Huge drop of Average disk space used

Nokotopulele · July 23, 2023, 5:31pm

Hello,

Do you know why I had a huge drop of disk space used this month ?

Total disk space used has not changed though

Thank you

JWvdV · July 23, 2023, 6:12pm

See the different satellites, and you will see it’s due to the stop of Europe-North test satellite.

See also: Announcement: Storj to shut down europe-north-1 and us2

Alexey · July 24, 2023, 5:11am

The removed data should be collected by the garbage collector to the trash and removed 7 days later.
But the garbage collector is running once a week, so it could take up to two weeks (maybe more, since the bloom filter is covering only 90% of garbage for the one run) to remove this data from your disk.

Nokotopulele · August 20, 2023, 7:23pm

Hello,

Its been almost a month now, and I still have almost 15tb of total used space, but only 10tb average space used, is that normal ?

Thank you

Alexey · August 21, 2023, 4:28am

No. Likely either a filewalker didn’t finish a calculation and/or the garbage collector did not remove the unused pieces.
So, if you have errors in logs related to either of them - you need to fix this issue and restart the node (to force re-run a filewalker again), and keep your node online to receive a bloom filters from the satellites.

It’s also possible, that your node was offline when the test satellites got shutdown and your node still has their data.

Nokotopulele · August 23, 2023, 4:31pm

What errors am I looking for ?

In 20 hours of running, I have :

WARN piecestore:monitor Disk space is less than requested. Allocated space is {“bytes”: 15969472489449}

330 lines of :
INFO collector deleted expired piece

26 lines of :
ERROR collector unable to delete piece

and:
ERROR orders cleaning DB archive {“error”: “ordersdb: database is locked”,

Alexey · August 24, 2023, 3:44am

This warning meaning that the node could not recognize the used space, due to lack of information in the database, it should be updated during filewalker, which starts after the node restart.

This error:

You need to check the reason of inability to delete a piece, perhaps related to files permissions.

This error

means that your disk subsystem is slow, the one time occurrence should not be a problem, it will retry, but if you see a lot of such errors, it’s advisable to move databases to SSD: How to move DB’s to SSD on Docker

agente · August 24, 2023, 9:21am

What happen if node was down during satellites shutdown? Data will never be deleted? Do we have to manually do something?

Alexey · August 25, 2023, 3:18am

Nothing happen, I mean your node will skip this Garbage Collector cycle until the next one.
The bloom filter is configured to catch up to 90% of excess pieces, so it requires to pass several such cycles. Thus you need to keep your node online to receive a message with the bloom filter.

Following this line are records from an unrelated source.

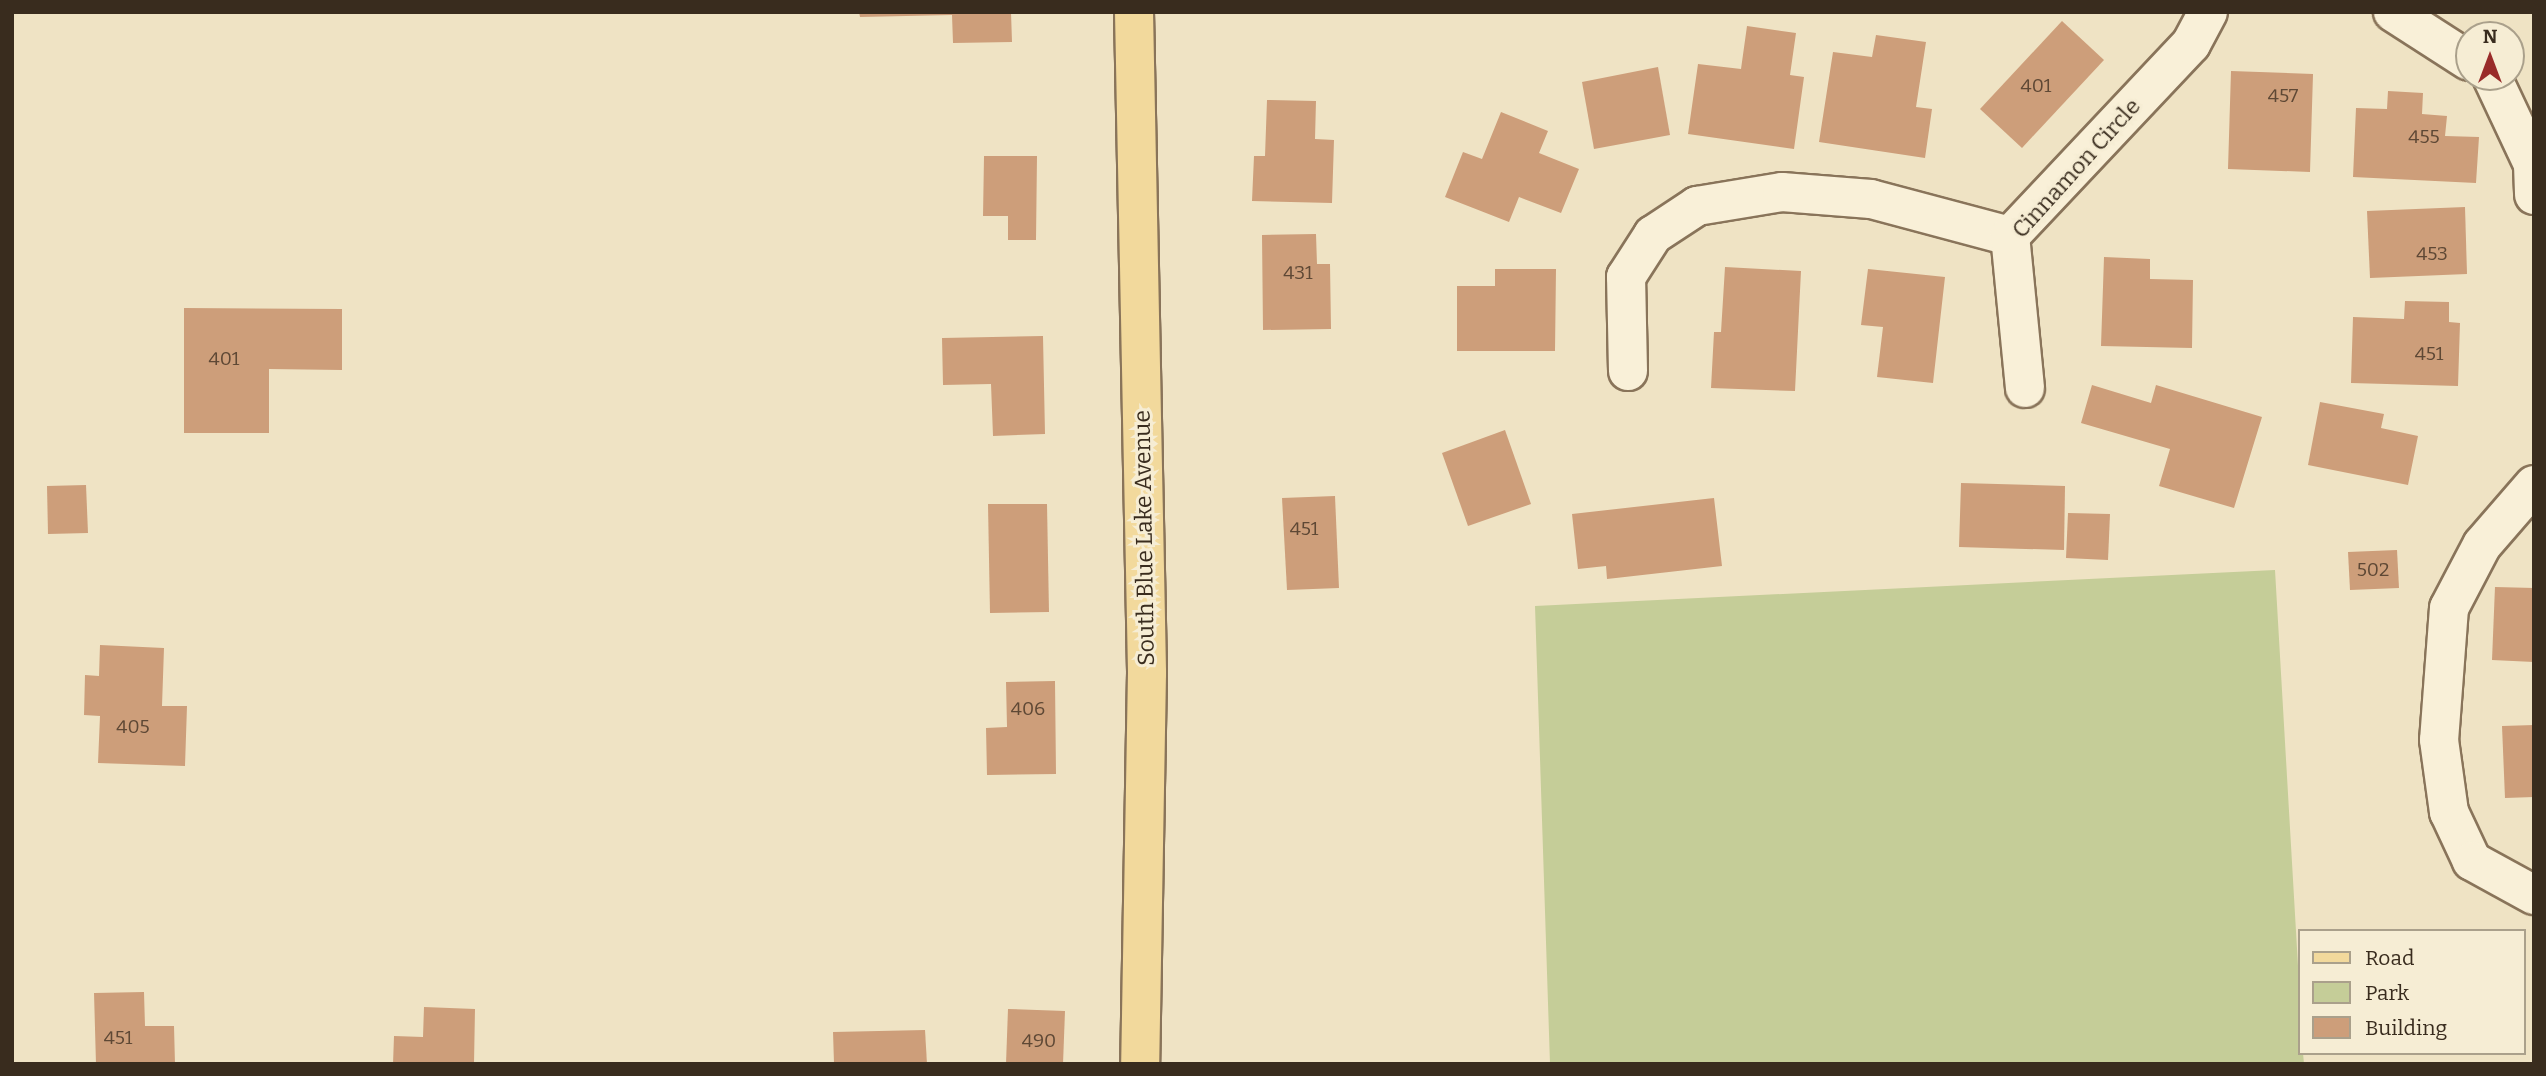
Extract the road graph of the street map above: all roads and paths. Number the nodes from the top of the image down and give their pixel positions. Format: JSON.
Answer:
{"nodes":[{"id":1,"x":1134,"y":12,"type":"edge"},
{"id":2,"x":2208,"y":12,"type":"edge"},
{"id":3,"x":2393,"y":12,"type":"edge"},
{"id":4,"x":2455,"y":52,"type":"edge"},
{"id":5,"x":2498,"y":91,"type":"edge"},
{"id":6,"x":2534,"y":195,"type":"edge"},
{"id":7,"x":2010,"y":236,"type":"junction"},
{"id":8,"x":1628,"y":371,"type":"dead end"},
{"id":9,"x":2025,"y":388,"type":"dead end"},
{"id":10,"x":2534,"y":485,"type":"edge"},
{"id":11,"x":2534,"y":895,"type":"edge"},
{"id":12,"x":1140,"y":1064,"type":"edge"}],
"edges":[{"from":1,"to":12,"type":"main road","name":"South Blue Lake Avenue"},
{"from":2,"to":7,"type":"street","name":"Cinnamon Circle"},
{"from":3,"to":4,"type":"street"},
{"from":5,"to":6,"type":"street"},
{"from":7,"to":8,"type":"street"},
{"from":7,"to":9,"type":"street","name":"Cinnamon Circle"},
{"from":10,"to":11,"type":"street"}]}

You need to keep your node online. Also, check logs for errors related to a filewalker (search for filewalk) and/or garbage collector (search for retain).

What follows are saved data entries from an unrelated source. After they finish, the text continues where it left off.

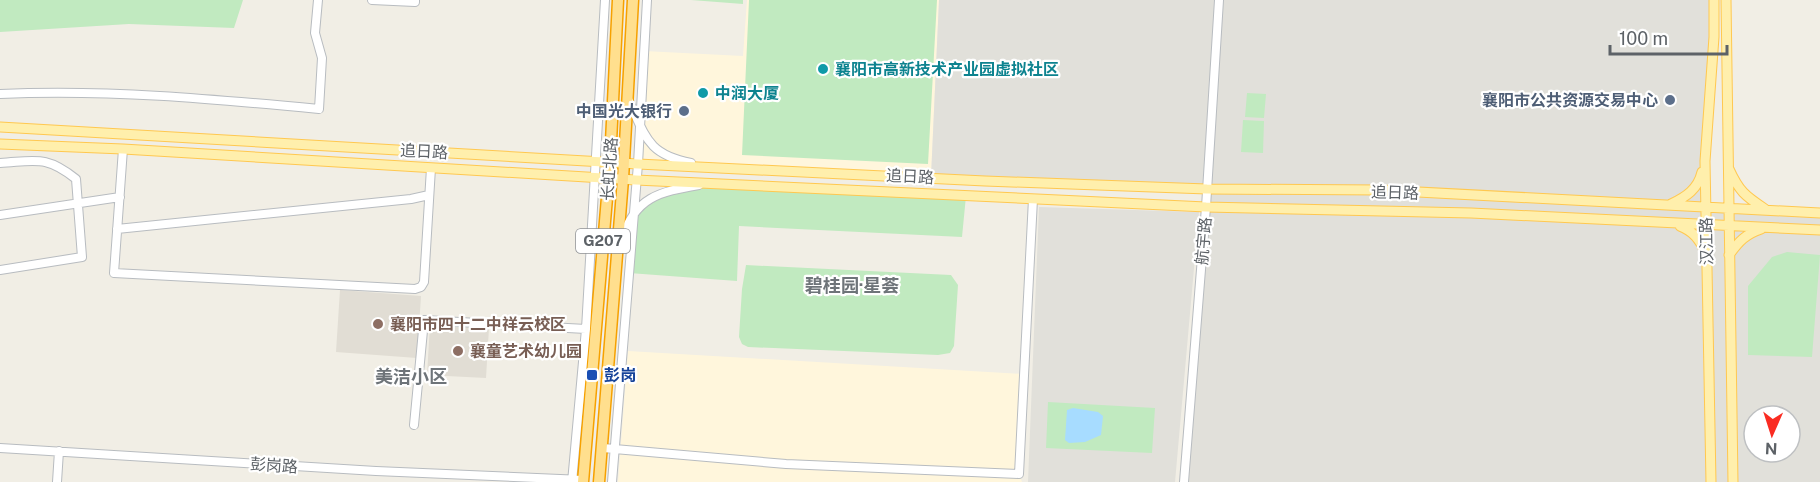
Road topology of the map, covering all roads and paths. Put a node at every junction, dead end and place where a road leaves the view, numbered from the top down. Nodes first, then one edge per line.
1 (318, 0) edge
2 (372, 0) edge
3 (415, 0) edge
4 (605, 0) edge
5 (618, 0) edge
6 (633, 0) edge
7 (647, 0) edge
8 (1219, 0) edge
9 (1714, 0) edge
10 (1726, 0) edge
11 (0, 94) edge
12 (628, 98) junction
13 (640, 125) junction
14 (0, 127) edge
15 (0, 144) edge
16 (123, 149) junction
17 (595, 161) junction
18 (1705, 161) junction
19 (610, 162) junction
20 (624, 162) junction
21 (0, 163) edge
22 (638, 164) junction
23 (1728, 166) junction
24 (707, 167) junction
25 (431, 168) junction
26 (594, 177) junction
27 (609, 177) junction
28 (623, 179) junction
29 (636, 180) junction
30 (710, 183) junction
31 (1207, 189) junction
32 (429, 195) junction
33 (120, 197) junction
34 (1034, 199) junction
35 (76, 203) junction
36 (1670, 205) junction
37 (1206, 207) junction
38 (1706, 207) junction
39 (1729, 208) junction
40 (1767, 210) junction
41 (634, 212) junction
42 (1820, 213) edge
43 (0, 215) edge
44 (1672, 222) junction
45 (1706, 224) junction
46 (1729, 225) junction
47 (1766, 227) junction
48 (117, 229) junction
49 (1820, 230) edge
50 (1707, 254) junction
51 (617, 255) junction
52 (1729, 255) junction
53 (0, 270) edge
54 (586, 330) junction
55 (414, 425) dead end
56 (0, 448) edge
57 (603, 448) junction
58 (615, 449) junction
59 (59, 451) junction
60 (578, 481) edge
61 (57, 482) edge
62 (600, 482) edge
63 (612, 482) edge
64 (1184, 482) edge
65 (1711, 482) edge
66 (1733, 482) edge

1 - 11 street
2 - 3 street
4 - 17 street
5 - 19 highway, 长虹北路 / G207
6 - 12 highway, 长虹北路 / G207
7 - 13 street
8 - 31 street, 航宇路
9 - 18 main road, 汉江路
10 - 23 main road, 汉江路
12 - 13 street
12 - 20 highway, 长虹北路 / G207
13 - 22 street
13 - 24 street
14 - 17 main road, 追日路
15 - 16 main road, 追日路
16 - 25 main road, 追日路
16 - 33 street
17 - 19 main road, 追日路
17 - 26 street
18 - 36 main road
18 - 38 main road, 汉江路
19 - 20 main road, 追日路
19 - 27 highway, 长虹北路 / G207
20 - 22 main road, 追日路
20 - 28 highway, 长虹北路 / G207
21 - 35 street
22 - 24 main road, 追日路
22 - 29 street
23 - 39 main road, 汉江路
23 - 40 main road
24 - 31 main road, 追日路
25 - 26 main road, 追日路
25 - 32 street
26 - 27 main road, 追日路
26 - 54 street
27 - 28 main road, 追日路
27 - 60 highway, 长虹北路 / G207
28 - 29 main road, 追日路
28 - 51 highway, 长虹北路 / G207
29 - 30 main road, 追日路
29 - 41 street
30 - 34 main road, 追日路
30 - 41 street
31 - 36 main road, 追日路
31 - 37 street, 航宇路
32 - 48 street
32 - 48 street
33 - 35 street
33 - 48 street
34 - 37 main road, 追日路
34 - 58 street
35 - 43 street
35 - 53 street
36 - 38 main road, 追日路
37 - 44 main road, 追日路
37 - 64 street, 航宇路
38 - 39 main road, 追日路
38 - 45 main road, 汉江路
39 - 40 main road, 追日路
39 - 46 main road, 汉江路
40 - 42 main road, 追日路
41 - 51 street
41 - 58 street
44 - 45 main road, 追日路
44 - 50 main road
45 - 46 main road, 追日路
45 - 50 main road, 汉江路
46 - 47 main road, 追日路
46 - 52 main road, 汉江路
47 - 49 main road, 追日路
47 - 52 main road
50 - 65 main road, 汉江路
51 - 57 highway, 长虹北路 / G207
52 - 66 main road, 汉江路
54 - 55 street
54 - 60 street
56 - 59 street, 彭岗路
57 - 58 street
57 - 62 highway, 长虹北路 / G207
58 - 63 street
59 - 60 street, 彭岗路
59 - 61 street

Nokotopulele · August 25, 2023, 7:06pm

I move the DB to SSD, no longer have DB archive error. (for now)

I have this error about de filewalker :

ERROR pieces failed to lazywalk space used by satellite {“error”: “lazyfilewalker: exit status 1”, “errorVerbose”: “lazyfilewalker: exit status 1\n\tstorj.io/storj/storagenode/pieces/lazyfilewalker.(*process).run:83\n\tstorj.io/storj/storagenode/pieces/lazyfilewalker.(*Supervisor).WalkAndComputeSpaceUsedBySatellite:105\n\tstorj.io/storj/storagenode/pieces.(*Store).SpaceUsedTotalAndBySatellite:707\n\tstorj.io/storj/storagenode/pieces.(*CacheService).Run:57\n\tstorj.io/storj/private/lifecycle.(*Group).Run.func2.1:87\n\truntime/pprof.Do:44\n\tstorj.io/storj/private/lifecycle.(*Group).Run.func2:86\n\tgolang.org/x/sync/errgroup.(*Group).Go.func1:75”, “Satellite ID”: “12rfG3sh9NCWiX3ivPjq2HtdLmbqCrvHVEzJubnzFzosMuawymB”}

Do you know what it means ?

Alexey · August 26, 2023, 2:12am

It’s failed abruptly due some unknown error. Could be a FATAL error somewhere later in the logs or a previous error with an explanation what could went bad.
Please search for errors around this time.

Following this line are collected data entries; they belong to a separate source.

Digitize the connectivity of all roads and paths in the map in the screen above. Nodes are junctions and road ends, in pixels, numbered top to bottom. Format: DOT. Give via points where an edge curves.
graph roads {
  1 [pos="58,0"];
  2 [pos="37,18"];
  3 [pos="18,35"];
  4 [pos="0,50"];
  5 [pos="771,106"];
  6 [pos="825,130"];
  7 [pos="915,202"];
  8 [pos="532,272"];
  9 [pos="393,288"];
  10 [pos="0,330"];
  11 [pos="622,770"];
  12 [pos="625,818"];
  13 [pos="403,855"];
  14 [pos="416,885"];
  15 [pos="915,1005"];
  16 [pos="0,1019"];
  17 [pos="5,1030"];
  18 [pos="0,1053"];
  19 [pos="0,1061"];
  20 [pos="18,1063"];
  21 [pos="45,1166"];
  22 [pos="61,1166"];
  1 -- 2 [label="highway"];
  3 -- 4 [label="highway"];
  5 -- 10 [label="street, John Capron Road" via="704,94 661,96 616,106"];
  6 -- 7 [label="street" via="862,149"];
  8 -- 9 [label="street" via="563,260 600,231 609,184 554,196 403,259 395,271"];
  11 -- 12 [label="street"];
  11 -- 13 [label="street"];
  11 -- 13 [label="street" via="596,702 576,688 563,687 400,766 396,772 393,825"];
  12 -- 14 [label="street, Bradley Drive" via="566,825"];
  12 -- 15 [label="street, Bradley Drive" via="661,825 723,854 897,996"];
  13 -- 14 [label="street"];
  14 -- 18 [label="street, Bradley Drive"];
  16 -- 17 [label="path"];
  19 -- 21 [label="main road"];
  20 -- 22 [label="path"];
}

I do not remember such an error. Do you have it from logs? Or do you mean this one:

if so, it’s a database is locked error. It could happen in any time if the disk is slow, not only during cleaning DB archive.

Nokotopulele · August 28, 2023, 3:45pm

Yes I meant this one

I have those around that time :
INFO pieces:trash emptying trash started…
INFO lazyfilewalker.used-space-filewalker starting subprocess…
INFO lazyfilewalker.used-space-filewalker subprocess started…
INFO pieces:trash emptying trash started…
INFO lazyfilewalker.used-space-filewalker.subprocess Database started…
INFO lazyfilewalker.used-space-filewalker.subprocess used-space-filewalker started…
INFO lazyfilewalker.used-space-filewalker subprocess exited with status…
ERROR pieces failed to lazywalk space used by satellite…
INFO Interrogate request received.
WARN console:service unable to get Satellite URL…

But no FATAL

Alexey · August 29, 2023, 3:13am

Does it have at least one successful attempt?

Nokotopulele · August 29, 2023, 4:30pm

I dont think there is :

Alexey · August 30, 2023, 2:52am

How is your disk connected? Is it SMR?
It’s so slow (“context canceled” errors for every attempt), that even lazy wilewalker cannot finish its work.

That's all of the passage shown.